Wenn ein Mangel trotz Meldung an den Vermieter nicht beseitigt wird
Zurückbehaltungsrecht des Mieters
Als Mangel werden nicht nur der Mietsache selbst anhaftende Beeinträchtigungen angesehen, sondern auch solche, die aus der Umwelt resultieren. Dazu gehört zum Beispiel während der Mietzeit neu auftretender Baulärm in der Umgebung. Dabei spielt es keine Rolle, ob der Vermieter dafür verantwortlich ist oder nicht. Einzig und allein zählt bei der Beurteilung eines Mangels die Abweichung vom vertragsgerechten Zustand der Wohnung.
Tritt ein Mangel auf, erhalten Mieter automatisch, »kraft des Gesetzes«, das Recht, die Miete selbstständig und angemessen zu mindern (wenn der Mangel nicht vom Mieter selbst verursacht wurde). Die Minderung muss weder beantragt noch vereinbart werden. Voraussetzung ist aber in jedem Fall, dass der Vermieter unverzüglich und möglichst schriftlich vom Mangel informiert wurde. Unterlässt der Mieter die Mangelmitteilung, entfällt sein Recht auf Mietminderung. Der Hintergrund: Ein Mangel, den der Vermieter nicht kennt, kann von ihm nicht beseitigt werden.

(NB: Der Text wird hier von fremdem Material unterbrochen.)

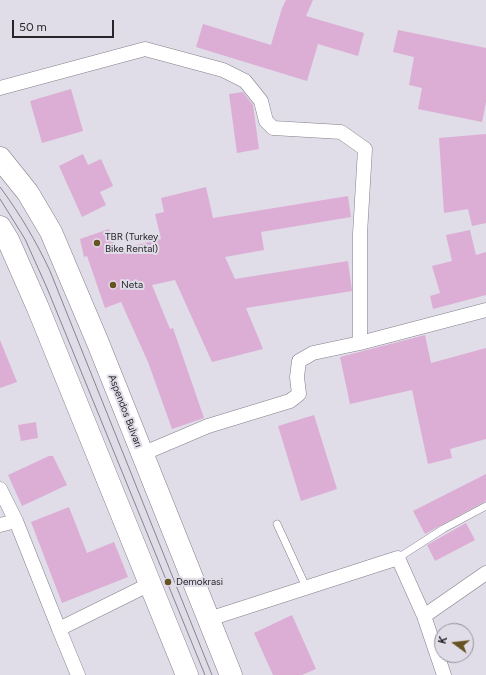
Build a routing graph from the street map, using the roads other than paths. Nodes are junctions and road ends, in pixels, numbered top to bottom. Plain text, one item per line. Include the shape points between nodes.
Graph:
1 (0, 88) edge
2 (0, 158) edge
3 (0, 227) edge
4 (486, 310) edge
5 (360, 343) junction
6 (142, 454) junction
7 (0, 489) edge
8 (486, 506) edge
9 (16, 521) junction
10 (277, 524) dead end
11 (0, 525) edge
12 (398, 558) junction
13 (486, 573) edge
14 (150, 584) junction
15 (306, 587) junction
16 (424, 616) junction
17 (209, 619) junction
18 (59, 630) junction
19 (78, 675) edge
20 (187, 675) edge
21 (231, 675) edge
22 (444, 675) edge

1 - 5 street via 145,49 223,70 245,81 261,101 266,121 273,128 341,132 365,149 360,234
2 - 6 main road, Aspendos Bulvarı via 28,193 51,232
3 - 14 main road via 38,308
4 - 5 street
5 - 6 street via 313,353 299,361 298,394 290,401 208,426
6 - 17 main road, Aspendos Bulvarı
7 - 9 street
8 - 12 lane via 443,529
9 - 11 street
9 - 18 street
10 - 15 lane
12 - 15 street
12 - 16 street
13 - 16 street
14 - 18 street
14 - 20 main road
15 - 17 street
16 - 22 street
17 - 21 main road, Aspendos Bulvarı
18 - 19 street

In dieser Hinsicht ist eine mit dem neuen Mietrecht vom 1. September 2001 vorgenommene Änderung zu beachten: War es bisher in der Rechtsprechung üblich, dass Mieter ihr Minderungsrecht endgültig verlieren, wenn sie den Mangel sechs Monate lang widerspruchslos hingenommen haben, ohne ihn anzuzeigen oder die Miete zu mindern, ist das jetzt anders. Der BGH hat am 16. Juli 2003 (Az. VIII ZR 274/02) festgestellt, dass dies nicht zwingend den Verlust der Gewährleistungsrechte für den Mieter zur Folge hat. Das Minderungsrecht geht also nicht verloren. Danach ist ein Mieter allerdings nur dann nicht berechtigt, die Miete zu mindern, solange er den Mangel nicht angezeigt hat.
Was kann ein Mieter unternehmen, wenn trotz seiner Mangelanzeige (möglichst mit Fristsetzung, bis wann der Mangel behoben werden soll) der Vermieter seiner Pflicht zur Mangelbeseitigung nicht nachkommt? Dann ist der betroffene Mieter entsprechend der Rechtsprechung des BGH berechtigt, neben der Mietminderung auch die Miete zurückzuhalten. Ging der BGH bisher davon aus, dass das drei- bis fünffache der Kosten der Mangelbeseitigung dafür angesetzt werden könne, vertritt er nunmehr die Auffassung, dass die Miete in vollem Umfang zurück gehalten werden könne, wenn dies nicht völlig unangemessen im Verhältnis zum Mangel ist.
Wenn der Vermieter dann aber den vertragsgemäßen Zustand wieder hergestellt hat, muss die bis dahin einbehaltene Miete, ohne den Anteil einer berechtigten Minderung, wieder zurückgezahlt werden.
Mietanteile, die wegen einer berechtigten Mietminderung vom Mieter nicht bezahlt wurden, können auch nach Beseitigung des Mangels nicht zurückgefordert werden.